> BRIEF:
In the copy, include no images. Reproduce the entries exactly.

> RECORDS FOR THIS TASK:
* * *

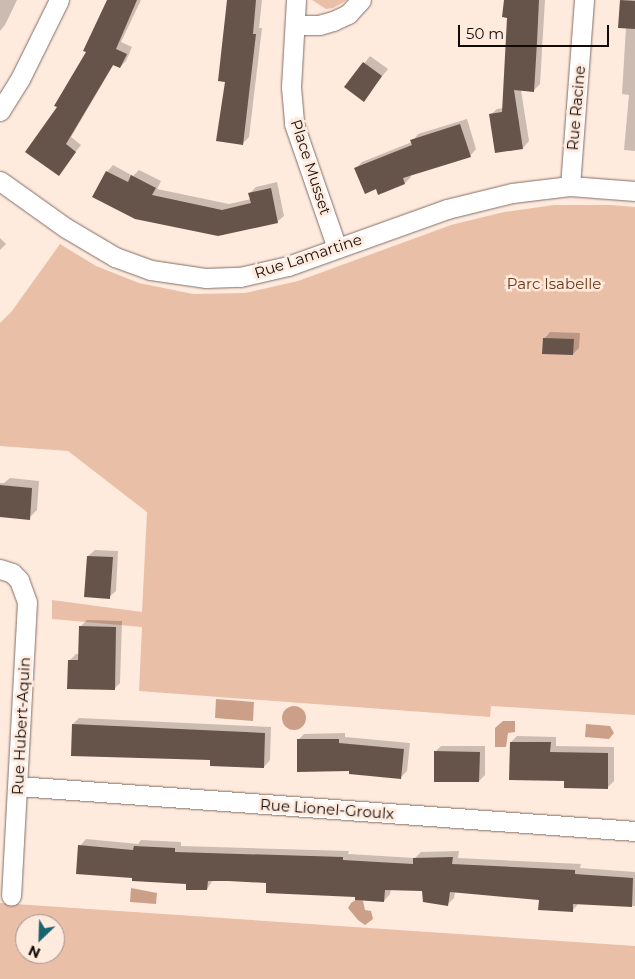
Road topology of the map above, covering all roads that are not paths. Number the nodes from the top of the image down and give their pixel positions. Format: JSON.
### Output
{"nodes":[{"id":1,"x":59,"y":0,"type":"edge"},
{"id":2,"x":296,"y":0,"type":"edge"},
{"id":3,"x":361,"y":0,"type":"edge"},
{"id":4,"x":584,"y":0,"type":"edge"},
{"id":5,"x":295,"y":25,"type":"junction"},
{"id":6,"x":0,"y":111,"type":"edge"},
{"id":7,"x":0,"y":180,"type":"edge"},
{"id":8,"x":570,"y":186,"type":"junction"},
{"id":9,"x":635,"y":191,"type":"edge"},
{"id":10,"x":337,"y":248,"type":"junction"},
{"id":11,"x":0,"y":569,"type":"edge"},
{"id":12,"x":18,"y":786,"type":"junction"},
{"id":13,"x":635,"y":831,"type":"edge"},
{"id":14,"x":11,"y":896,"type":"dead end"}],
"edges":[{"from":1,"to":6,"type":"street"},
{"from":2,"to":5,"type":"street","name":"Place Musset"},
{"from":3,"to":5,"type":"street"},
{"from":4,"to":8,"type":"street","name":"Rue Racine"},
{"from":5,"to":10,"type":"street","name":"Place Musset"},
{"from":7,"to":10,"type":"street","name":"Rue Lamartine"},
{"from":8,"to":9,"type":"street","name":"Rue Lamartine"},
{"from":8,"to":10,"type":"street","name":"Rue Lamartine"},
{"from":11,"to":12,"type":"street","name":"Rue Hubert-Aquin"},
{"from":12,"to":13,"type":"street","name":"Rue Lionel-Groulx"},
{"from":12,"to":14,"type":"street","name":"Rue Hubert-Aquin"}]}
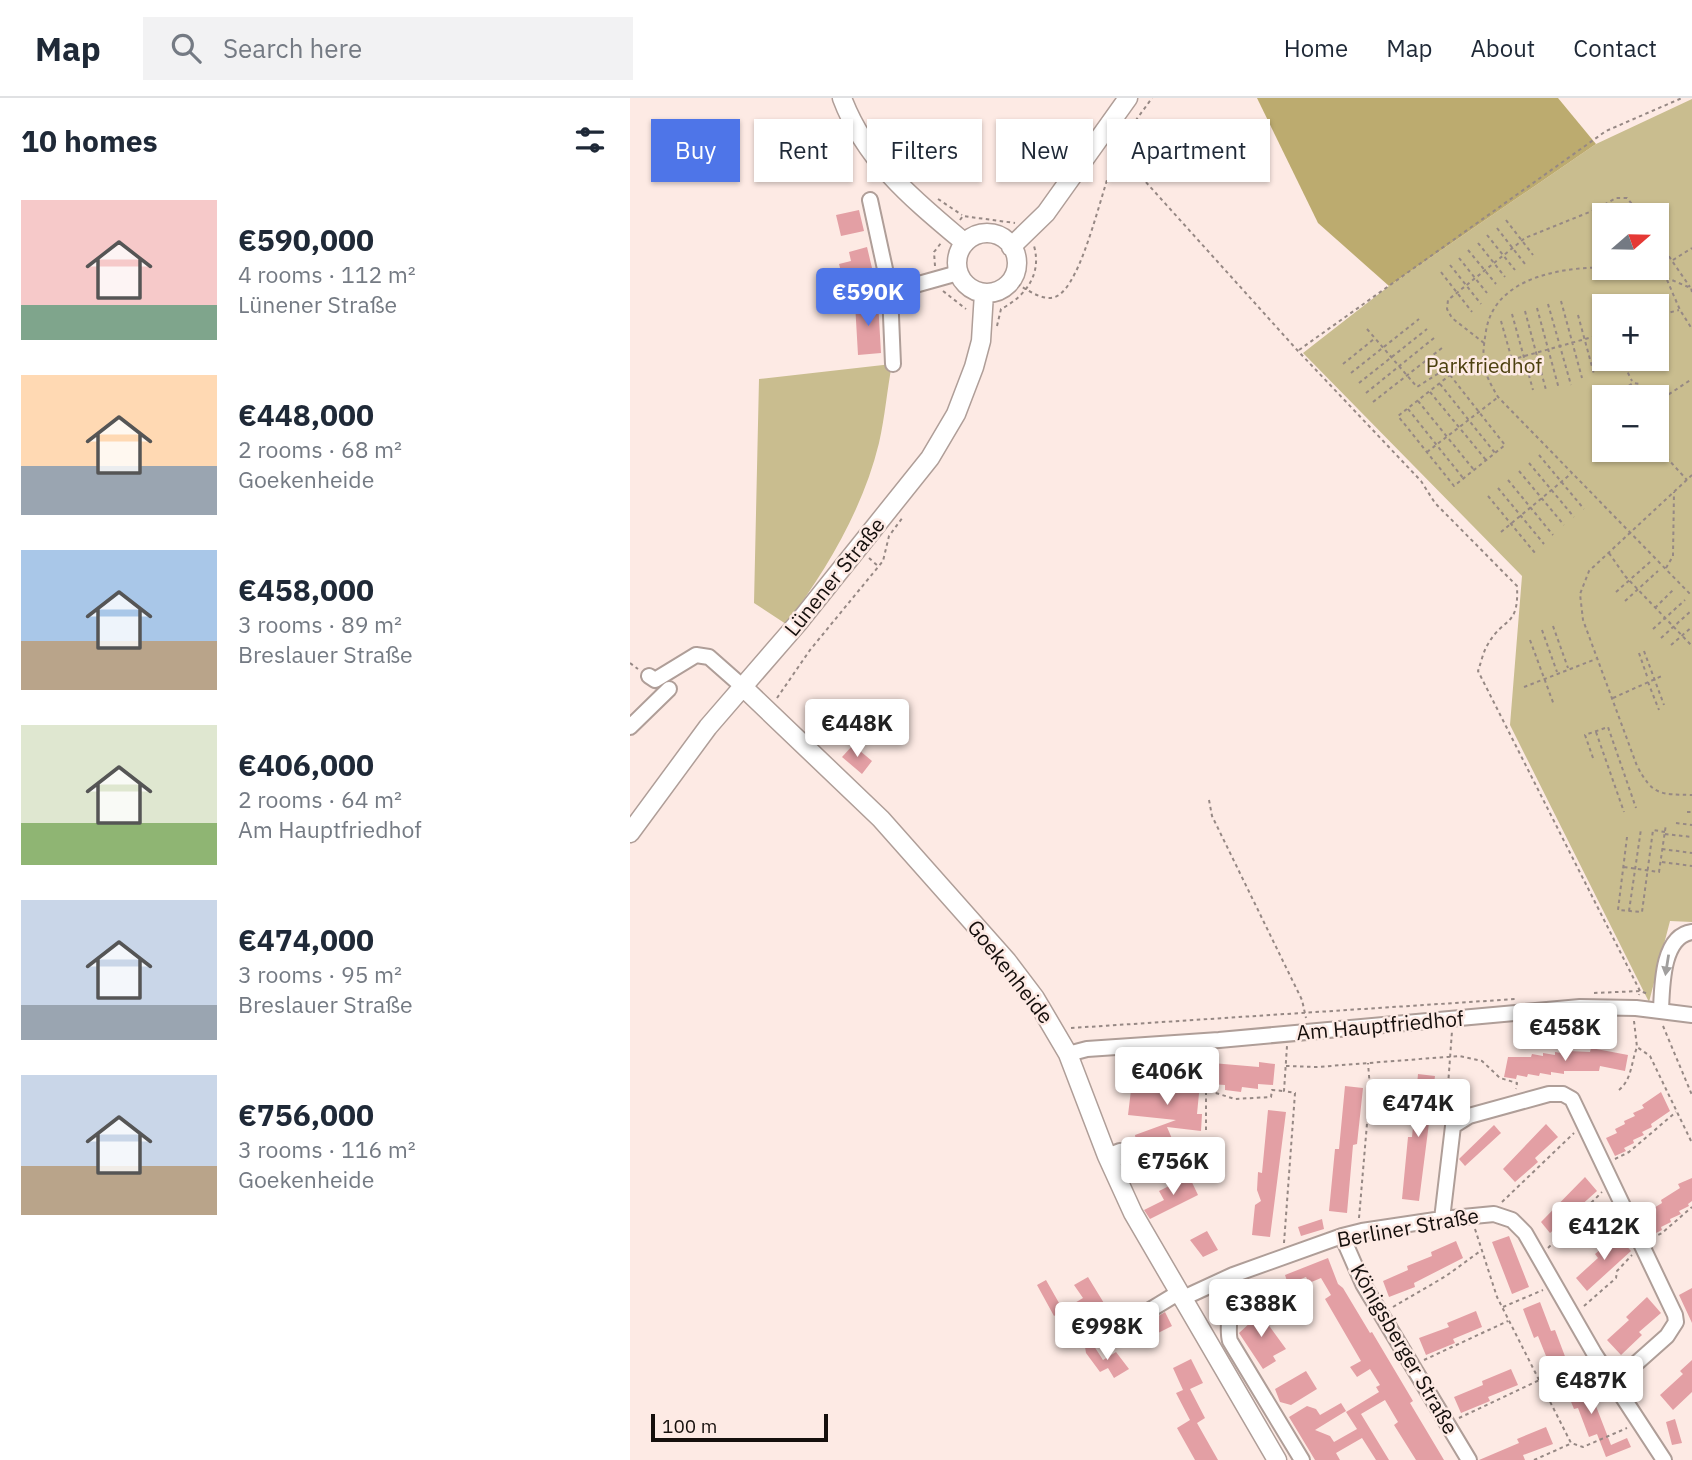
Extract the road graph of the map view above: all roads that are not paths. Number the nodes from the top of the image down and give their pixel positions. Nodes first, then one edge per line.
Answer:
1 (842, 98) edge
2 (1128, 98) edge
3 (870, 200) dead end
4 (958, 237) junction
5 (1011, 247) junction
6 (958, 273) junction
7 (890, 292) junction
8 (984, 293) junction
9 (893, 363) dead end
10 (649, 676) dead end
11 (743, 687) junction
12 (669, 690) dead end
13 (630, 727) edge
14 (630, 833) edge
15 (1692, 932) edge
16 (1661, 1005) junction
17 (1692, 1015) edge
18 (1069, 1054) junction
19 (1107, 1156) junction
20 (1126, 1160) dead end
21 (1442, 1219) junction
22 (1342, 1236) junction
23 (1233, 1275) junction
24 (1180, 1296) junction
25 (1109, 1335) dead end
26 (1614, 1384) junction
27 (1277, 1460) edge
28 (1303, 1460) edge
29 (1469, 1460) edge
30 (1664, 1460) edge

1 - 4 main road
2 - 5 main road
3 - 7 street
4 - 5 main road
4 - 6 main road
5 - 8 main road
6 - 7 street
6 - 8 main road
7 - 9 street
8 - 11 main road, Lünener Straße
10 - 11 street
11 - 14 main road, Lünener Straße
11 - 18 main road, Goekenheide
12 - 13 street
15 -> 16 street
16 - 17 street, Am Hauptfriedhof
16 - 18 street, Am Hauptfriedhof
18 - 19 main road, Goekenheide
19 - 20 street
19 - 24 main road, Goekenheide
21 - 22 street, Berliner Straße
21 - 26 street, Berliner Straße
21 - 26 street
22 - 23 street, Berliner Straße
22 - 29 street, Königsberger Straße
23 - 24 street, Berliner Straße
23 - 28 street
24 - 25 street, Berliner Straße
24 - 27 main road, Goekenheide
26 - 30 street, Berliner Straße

* * *

> RESULT OF THE EXERCISE:
Road topology of the map above, covering all roads that are not paths. Number the nodes from the top of the image down and give their pixel positions. Format: JSON.
### Output
{"nodes":[{"id":1,"x":59,"y":0,"type":"edge"},
{"id":2,"x":296,"y":0,"type":"edge"},
{"id":3,"x":361,"y":0,"type":"edge"},
{"id":4,"x":584,"y":0,"type":"edge"},
{"id":5,"x":295,"y":25,"type":"junction"},
{"id":6,"x":0,"y":111,"type":"edge"},
{"id":7,"x":0,"y":180,"type":"edge"},
{"id":8,"x":570,"y":186,"type":"junction"},
{"id":9,"x":635,"y":191,"type":"edge"},
{"id":10,"x":337,"y":248,"type":"junction"},
{"id":11,"x":0,"y":569,"type":"edge"},
{"id":12,"x":18,"y":786,"type":"junction"},
{"id":13,"x":635,"y":831,"type":"edge"},
{"id":14,"x":11,"y":896,"type":"dead end"}],
"edges":[{"from":1,"to":6,"type":"street"},
{"from":2,"to":5,"type":"street","name":"Place Musset"},
{"from":3,"to":5,"type":"street"},
{"from":4,"to":8,"type":"street","name":"Rue Racine"},
{"from":5,"to":10,"type":"street","name":"Place Musset"},
{"from":7,"to":10,"type":"street","name":"Rue Lamartine"},
{"from":8,"to":9,"type":"street","name":"Rue Lamartine"},
{"from":8,"to":10,"type":"street","name":"Rue Lamartine"},
{"from":11,"to":12,"type":"street","name":"Rue Hubert-Aquin"},
{"from":12,"to":13,"type":"street","name":"Rue Lionel-Groulx"},
{"from":12,"to":14,"type":"street","name":"Rue Hubert-Aquin"}]}
Extract the road graph of the map view above: all roads that are not paths. Number the nodes from the top of the image down and give their pixel positions. Nodes first, then one edge per line.
Answer:
1 (842, 98) edge
2 (1128, 98) edge
3 (870, 200) dead end
4 (958, 237) junction
5 (1011, 247) junction
6 (958, 273) junction
7 (890, 292) junction
8 (984, 293) junction
9 (893, 363) dead end
10 (649, 676) dead end
11 (743, 687) junction
12 (669, 690) dead end
13 (630, 727) edge
14 (630, 833) edge
15 (1692, 932) edge
16 (1661, 1005) junction
17 (1692, 1015) edge
18 (1069, 1054) junction
19 (1107, 1156) junction
20 (1126, 1160) dead end
21 (1442, 1219) junction
22 (1342, 1236) junction
23 (1233, 1275) junction
24 (1180, 1296) junction
25 (1109, 1335) dead end
26 (1614, 1384) junction
27 (1277, 1460) edge
28 (1303, 1460) edge
29 (1469, 1460) edge
30 (1664, 1460) edge

1 - 4 main road
2 - 5 main road
3 - 7 street
4 - 5 main road
4 - 6 main road
5 - 8 main road
6 - 7 street
6 - 8 main road
7 - 9 street
8 - 11 main road, Lünener Straße
10 - 11 street
11 - 14 main road, Lünener Straße
11 - 18 main road, Goekenheide
12 - 13 street
15 -> 16 street
16 - 17 street, Am Hauptfriedhof
16 - 18 street, Am Hauptfriedhof
18 - 19 main road, Goekenheide
19 - 20 street
19 - 24 main road, Goekenheide
21 - 22 street, Berliner Straße
21 - 26 street, Berliner Straße
21 - 26 street
22 - 23 street, Berliner Straße
22 - 29 street, Königsberger Straße
23 - 24 street, Berliner Straße
23 - 28 street
24 - 25 street, Berliner Straße
24 - 27 main road, Goekenheide
26 - 30 street, Berliner Straße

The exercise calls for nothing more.